While the magistrate was speaking, Mademoiselle d'Arlange looked at
him as though doubtful of the evidence of her senses; but at the
words, "I love you!" pronounced with the trembling accents of the most
devoted passion, she disengaged her hand sharply, and uttered a
stifled cry.

"You," murmured she, "is this really you?"

M. Daburon, at this the most critical moment of his life was powerless
to utter a word. The presentiment of an immense misfortune oppressed
his heart. What were then his feelings, when he saw Claire burst into
tears. She hid her face in her hands, and kept repeating,--

"I am very unhappy, very unhappy!"

"You unhappy?" exclaimed the magistrate at length, "and through me?
Claire, you are cruel! In heaven's name, what have I done? What is the
matter? Speak! Anything rather then this anxiety which is killing me."

He knelt before her on the gravelled walk, and again made an attempt
to take her hand. She repulsed him with an imploring gesture.

"Let me weep," said she: "I suffer so much, you are going to hate me,
I feel it. Who knows! you will, perhaps, despise me, and yet I swear
before heaven that I never expected what you have just said to me,
that I had not even a suspicion of it!"

M. Daburon remained upon his knees, awaiting his doom.

"Yes," continued Claire, "you will think you have been the victim of a
detestable coquetry. I see it now! I comprehend everything! It is not
possible, that, without a profound love, a man can be all that you
have been to me. Alas! I was but a child. I gave myself up to the
great happiness of having a friend! Am I not alone in the world, and
as if lost in a desert? Silly and imprudent, I thoughtlessly confided
in you, as in the best, the most indulgent of fathers."

These words revealed to the unfortunate magistrate the extent of his
error. The same as a heavy hammer, they smashed into a thousand
fragments the fragile edifice of his hopes.

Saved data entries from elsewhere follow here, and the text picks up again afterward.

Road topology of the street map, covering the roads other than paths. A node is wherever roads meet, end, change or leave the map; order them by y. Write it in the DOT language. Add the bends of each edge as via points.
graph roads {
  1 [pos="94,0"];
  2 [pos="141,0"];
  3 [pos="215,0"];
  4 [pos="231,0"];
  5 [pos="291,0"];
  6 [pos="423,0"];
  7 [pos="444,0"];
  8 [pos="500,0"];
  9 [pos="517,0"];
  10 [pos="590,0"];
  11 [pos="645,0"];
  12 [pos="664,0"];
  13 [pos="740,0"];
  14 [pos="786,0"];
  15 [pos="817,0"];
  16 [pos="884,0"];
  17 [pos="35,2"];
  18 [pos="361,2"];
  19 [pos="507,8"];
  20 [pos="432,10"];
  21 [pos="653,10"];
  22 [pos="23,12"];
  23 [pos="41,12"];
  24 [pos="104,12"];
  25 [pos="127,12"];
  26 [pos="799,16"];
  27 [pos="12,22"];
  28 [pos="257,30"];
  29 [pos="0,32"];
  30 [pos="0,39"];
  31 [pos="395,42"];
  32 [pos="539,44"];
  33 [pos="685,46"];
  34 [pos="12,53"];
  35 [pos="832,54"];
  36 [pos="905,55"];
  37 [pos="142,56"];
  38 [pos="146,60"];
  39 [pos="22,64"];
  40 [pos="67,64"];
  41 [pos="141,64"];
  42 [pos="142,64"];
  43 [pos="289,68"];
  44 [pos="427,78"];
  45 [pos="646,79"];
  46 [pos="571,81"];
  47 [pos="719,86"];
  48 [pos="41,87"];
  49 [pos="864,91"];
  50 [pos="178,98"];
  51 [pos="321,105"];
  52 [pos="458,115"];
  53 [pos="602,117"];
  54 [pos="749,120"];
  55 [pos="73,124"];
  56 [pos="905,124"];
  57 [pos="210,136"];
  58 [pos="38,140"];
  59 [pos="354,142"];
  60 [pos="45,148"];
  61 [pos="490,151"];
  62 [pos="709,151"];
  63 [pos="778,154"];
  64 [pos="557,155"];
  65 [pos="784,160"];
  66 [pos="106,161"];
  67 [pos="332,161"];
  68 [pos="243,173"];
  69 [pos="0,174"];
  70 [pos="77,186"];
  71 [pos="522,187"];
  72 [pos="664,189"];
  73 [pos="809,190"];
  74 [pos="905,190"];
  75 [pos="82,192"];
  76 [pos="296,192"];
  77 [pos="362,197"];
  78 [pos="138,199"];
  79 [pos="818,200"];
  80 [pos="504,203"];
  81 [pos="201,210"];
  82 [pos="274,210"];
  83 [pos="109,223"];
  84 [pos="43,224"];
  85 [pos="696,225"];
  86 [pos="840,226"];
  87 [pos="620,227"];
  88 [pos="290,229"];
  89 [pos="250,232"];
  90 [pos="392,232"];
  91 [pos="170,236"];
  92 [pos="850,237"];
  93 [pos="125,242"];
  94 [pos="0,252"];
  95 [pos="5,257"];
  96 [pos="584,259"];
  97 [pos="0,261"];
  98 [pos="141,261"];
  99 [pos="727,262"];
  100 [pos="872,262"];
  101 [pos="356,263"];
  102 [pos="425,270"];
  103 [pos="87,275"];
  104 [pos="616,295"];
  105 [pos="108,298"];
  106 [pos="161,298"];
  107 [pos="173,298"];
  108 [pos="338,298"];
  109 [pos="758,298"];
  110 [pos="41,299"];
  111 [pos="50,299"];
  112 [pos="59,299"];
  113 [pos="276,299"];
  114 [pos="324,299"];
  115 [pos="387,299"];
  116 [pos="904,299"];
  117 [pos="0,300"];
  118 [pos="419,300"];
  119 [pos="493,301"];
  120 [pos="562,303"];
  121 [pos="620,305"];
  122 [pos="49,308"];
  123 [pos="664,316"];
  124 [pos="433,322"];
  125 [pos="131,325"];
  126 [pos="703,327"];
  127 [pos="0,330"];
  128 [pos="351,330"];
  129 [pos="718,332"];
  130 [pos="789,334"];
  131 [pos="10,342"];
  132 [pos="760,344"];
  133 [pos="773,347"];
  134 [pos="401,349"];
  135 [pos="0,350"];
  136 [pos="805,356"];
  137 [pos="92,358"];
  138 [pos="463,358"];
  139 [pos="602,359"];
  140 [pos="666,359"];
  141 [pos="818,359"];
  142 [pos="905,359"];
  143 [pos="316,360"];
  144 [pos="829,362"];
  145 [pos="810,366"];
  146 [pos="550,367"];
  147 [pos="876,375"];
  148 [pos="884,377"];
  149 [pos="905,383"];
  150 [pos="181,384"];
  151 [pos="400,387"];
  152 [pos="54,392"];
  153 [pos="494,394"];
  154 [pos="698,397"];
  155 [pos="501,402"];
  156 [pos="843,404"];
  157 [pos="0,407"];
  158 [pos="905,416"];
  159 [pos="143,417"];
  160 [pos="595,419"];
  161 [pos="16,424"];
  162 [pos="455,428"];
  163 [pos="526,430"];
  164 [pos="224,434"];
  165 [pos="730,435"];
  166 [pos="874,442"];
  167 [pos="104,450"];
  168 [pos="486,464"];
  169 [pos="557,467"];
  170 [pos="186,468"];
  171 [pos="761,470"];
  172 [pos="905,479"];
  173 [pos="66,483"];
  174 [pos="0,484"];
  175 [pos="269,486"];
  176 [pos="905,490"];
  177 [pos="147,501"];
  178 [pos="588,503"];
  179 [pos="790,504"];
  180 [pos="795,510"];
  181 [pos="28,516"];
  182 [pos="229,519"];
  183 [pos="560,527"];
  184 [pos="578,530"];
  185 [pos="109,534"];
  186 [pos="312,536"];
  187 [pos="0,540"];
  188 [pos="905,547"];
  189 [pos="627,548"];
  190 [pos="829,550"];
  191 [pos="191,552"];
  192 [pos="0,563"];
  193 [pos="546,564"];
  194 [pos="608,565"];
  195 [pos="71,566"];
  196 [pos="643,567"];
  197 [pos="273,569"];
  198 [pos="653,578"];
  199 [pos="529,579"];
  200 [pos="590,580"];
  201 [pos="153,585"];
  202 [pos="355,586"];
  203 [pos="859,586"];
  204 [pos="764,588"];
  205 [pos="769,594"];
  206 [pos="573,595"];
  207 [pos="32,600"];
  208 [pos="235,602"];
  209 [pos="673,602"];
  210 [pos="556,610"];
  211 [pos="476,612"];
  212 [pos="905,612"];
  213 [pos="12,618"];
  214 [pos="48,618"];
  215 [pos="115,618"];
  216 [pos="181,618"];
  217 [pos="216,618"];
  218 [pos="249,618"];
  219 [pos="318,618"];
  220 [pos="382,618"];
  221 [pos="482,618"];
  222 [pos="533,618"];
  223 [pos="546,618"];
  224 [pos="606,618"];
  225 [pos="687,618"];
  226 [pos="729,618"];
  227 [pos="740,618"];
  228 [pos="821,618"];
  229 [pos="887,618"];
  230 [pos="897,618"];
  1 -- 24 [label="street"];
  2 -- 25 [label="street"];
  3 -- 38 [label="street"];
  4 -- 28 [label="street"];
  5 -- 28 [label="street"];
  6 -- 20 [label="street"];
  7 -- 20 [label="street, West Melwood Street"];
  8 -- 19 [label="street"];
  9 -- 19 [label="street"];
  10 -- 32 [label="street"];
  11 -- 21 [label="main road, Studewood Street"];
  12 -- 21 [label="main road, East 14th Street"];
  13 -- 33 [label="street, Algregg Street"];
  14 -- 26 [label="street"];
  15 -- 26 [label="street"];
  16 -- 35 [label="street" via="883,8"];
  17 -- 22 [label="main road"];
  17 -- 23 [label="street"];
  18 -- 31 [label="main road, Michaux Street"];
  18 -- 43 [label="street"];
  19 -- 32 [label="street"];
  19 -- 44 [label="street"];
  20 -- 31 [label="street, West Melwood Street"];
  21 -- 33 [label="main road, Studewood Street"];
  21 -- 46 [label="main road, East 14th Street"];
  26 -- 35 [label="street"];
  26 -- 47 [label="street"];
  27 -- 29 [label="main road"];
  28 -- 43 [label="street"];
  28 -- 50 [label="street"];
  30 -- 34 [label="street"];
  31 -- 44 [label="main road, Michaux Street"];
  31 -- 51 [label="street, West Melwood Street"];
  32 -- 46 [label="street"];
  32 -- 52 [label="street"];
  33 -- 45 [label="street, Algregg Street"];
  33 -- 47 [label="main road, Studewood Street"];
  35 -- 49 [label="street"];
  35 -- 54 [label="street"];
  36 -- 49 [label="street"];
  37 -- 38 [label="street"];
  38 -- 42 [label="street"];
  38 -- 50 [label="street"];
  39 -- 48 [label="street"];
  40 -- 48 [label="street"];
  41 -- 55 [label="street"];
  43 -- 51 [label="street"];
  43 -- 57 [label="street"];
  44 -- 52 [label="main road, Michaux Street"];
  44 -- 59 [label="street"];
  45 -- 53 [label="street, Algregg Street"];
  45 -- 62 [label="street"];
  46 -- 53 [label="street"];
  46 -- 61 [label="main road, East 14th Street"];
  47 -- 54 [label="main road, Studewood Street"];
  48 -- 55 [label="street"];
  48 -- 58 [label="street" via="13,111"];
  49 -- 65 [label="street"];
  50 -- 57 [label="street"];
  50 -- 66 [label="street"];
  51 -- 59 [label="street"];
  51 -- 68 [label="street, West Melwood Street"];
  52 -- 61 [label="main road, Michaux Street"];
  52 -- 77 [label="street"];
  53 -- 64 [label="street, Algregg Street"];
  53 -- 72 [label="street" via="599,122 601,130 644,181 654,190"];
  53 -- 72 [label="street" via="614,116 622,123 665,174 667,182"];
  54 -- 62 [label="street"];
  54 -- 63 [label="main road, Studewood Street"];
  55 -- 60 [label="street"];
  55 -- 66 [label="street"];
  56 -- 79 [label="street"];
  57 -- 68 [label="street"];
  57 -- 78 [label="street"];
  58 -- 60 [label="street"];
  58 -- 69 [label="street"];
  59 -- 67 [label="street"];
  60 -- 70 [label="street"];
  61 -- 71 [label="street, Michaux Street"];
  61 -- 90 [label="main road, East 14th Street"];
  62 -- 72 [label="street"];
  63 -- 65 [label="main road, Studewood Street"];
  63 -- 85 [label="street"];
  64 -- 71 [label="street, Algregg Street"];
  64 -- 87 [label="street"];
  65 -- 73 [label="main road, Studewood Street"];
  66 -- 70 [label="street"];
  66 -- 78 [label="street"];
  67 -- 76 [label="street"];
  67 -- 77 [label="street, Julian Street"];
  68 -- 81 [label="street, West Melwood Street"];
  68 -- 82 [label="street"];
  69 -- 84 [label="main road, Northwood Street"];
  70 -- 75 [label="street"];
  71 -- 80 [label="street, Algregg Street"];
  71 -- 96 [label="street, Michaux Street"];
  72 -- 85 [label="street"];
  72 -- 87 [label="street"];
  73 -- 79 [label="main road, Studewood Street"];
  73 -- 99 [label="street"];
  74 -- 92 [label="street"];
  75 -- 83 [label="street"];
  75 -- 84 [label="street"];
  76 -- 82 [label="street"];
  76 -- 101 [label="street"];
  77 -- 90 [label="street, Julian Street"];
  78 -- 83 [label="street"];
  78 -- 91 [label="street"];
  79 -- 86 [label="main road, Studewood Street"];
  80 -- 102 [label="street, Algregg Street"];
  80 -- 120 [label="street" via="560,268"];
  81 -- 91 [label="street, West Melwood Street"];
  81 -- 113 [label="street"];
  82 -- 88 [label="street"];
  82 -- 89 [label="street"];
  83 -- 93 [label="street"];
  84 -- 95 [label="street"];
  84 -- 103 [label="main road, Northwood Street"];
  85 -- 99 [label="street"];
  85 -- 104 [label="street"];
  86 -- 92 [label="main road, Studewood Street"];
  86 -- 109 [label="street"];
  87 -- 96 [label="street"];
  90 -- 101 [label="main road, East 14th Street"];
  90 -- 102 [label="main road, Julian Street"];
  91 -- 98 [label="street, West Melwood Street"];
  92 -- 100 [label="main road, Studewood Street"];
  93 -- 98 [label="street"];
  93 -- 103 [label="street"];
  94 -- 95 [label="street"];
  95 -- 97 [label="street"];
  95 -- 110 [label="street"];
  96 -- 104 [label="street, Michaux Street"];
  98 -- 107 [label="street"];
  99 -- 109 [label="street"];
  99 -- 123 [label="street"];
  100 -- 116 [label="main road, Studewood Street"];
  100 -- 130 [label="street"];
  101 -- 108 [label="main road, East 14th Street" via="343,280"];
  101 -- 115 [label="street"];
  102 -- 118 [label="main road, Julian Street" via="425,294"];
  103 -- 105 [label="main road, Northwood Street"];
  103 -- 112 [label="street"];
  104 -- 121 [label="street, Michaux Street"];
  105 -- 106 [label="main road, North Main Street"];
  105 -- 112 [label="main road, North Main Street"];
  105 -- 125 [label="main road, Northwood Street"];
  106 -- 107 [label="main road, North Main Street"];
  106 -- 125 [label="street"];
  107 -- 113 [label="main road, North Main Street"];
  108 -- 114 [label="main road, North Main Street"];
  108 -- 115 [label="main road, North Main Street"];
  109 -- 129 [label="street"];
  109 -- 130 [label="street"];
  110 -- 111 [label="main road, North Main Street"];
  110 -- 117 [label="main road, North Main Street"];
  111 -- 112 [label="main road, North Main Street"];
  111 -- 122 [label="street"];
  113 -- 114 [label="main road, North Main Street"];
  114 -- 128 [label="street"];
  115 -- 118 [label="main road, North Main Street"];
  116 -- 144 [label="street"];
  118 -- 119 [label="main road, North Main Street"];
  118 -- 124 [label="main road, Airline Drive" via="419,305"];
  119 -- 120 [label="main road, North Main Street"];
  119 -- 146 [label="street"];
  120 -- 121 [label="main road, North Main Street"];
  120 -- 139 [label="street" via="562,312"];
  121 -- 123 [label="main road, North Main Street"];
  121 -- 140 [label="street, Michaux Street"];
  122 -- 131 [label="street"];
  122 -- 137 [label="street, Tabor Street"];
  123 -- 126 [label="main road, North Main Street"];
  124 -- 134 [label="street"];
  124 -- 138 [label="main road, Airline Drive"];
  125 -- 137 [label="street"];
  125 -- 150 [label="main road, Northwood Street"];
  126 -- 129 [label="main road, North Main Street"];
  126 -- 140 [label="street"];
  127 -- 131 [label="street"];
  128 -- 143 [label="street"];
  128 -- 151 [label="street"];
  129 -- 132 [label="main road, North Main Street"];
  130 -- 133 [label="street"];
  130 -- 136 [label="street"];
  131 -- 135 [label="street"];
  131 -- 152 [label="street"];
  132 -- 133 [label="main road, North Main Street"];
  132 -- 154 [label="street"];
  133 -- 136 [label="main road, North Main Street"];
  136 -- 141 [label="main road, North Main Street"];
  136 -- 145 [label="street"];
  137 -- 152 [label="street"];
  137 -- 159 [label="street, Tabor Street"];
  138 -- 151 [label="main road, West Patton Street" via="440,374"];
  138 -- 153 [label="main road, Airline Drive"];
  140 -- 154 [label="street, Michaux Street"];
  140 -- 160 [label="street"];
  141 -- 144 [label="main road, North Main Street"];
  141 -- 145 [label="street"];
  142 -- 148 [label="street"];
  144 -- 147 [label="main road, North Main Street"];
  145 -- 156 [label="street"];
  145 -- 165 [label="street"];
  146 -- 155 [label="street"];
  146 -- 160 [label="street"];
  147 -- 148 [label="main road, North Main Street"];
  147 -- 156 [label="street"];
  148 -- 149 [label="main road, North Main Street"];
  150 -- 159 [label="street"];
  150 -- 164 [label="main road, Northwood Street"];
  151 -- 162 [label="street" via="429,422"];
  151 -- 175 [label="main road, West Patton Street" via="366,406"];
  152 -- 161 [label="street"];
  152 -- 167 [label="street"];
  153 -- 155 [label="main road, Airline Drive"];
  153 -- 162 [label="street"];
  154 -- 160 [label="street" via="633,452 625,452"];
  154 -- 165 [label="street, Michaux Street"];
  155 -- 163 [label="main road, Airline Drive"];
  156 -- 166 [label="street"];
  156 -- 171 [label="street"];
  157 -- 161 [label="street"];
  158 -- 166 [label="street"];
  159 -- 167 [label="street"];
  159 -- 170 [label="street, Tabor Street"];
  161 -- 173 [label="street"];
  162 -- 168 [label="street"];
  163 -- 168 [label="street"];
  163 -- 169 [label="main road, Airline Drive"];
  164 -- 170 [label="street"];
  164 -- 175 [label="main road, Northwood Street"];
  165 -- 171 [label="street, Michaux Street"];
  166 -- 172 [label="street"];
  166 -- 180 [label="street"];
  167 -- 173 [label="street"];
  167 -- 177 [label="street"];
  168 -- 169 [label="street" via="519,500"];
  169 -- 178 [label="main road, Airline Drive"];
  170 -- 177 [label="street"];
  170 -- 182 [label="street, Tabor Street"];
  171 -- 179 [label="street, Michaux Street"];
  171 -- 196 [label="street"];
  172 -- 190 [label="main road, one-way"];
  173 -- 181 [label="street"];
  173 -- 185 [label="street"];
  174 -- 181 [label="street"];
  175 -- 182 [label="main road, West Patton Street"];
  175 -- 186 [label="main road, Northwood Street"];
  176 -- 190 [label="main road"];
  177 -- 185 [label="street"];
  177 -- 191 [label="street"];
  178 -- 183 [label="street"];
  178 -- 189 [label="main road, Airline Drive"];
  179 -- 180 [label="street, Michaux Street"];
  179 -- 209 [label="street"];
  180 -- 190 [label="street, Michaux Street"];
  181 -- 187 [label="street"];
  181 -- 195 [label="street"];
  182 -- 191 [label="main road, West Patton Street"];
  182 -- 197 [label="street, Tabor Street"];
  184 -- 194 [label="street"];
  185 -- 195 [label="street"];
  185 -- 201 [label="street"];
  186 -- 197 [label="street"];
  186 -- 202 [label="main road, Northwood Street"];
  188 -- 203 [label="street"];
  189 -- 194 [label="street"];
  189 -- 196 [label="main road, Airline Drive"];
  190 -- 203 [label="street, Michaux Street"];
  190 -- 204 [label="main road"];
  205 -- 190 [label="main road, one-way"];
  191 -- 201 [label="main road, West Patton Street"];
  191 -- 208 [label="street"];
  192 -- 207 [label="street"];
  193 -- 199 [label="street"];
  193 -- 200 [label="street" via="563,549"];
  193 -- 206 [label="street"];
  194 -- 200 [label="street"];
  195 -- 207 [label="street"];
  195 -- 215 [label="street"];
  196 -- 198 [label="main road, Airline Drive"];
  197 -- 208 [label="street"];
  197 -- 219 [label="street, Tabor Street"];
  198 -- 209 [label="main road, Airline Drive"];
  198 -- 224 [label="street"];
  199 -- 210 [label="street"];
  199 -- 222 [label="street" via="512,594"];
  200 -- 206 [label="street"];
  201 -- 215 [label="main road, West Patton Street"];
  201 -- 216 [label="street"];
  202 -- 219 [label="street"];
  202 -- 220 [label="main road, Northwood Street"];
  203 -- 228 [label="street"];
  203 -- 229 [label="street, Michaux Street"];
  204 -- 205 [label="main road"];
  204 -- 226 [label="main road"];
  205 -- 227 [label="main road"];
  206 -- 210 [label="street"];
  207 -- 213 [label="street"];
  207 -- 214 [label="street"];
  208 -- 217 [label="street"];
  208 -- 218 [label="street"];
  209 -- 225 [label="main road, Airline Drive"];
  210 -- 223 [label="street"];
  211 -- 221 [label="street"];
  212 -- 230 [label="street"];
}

He raised himself slowly,
and, in a tone of involuntary reproach, he repeated,--"Your father!"

Mademoiselle d'Arlange felt how deeply she had wounded this man whose
intense love she dare not even fathom. "Yes," she resumed, "I love you
as a father! Seeing you, usually so grave and austere, become for me
so good, so indulgent, I thanked heaven for sending me a protector to
replace those who are dead."

M. Daburon could not restrain a sob; his heart was breaking.

"One word," continued Claire,--"one single word, would have
enlightened me. Why did you not pronounce it! It was with such
happiness that I leant on you as a child on its mother; and with what
inward joy I said to myself, 'I am sure of one friend, of one heart
into which runs the overflow of mine!' Ah! why was not my confidence
greater? Why did I withhold my secret from you? I might have avoided
this fearful calamity. I ought to have told you long since. I no
longer belong to myself freely and with happiness, I have given my
life to another."

To hover in the clouds, and suddenly to fall rudely to the earth, such
was M. Daburon's fate; his sufferings are not to be described.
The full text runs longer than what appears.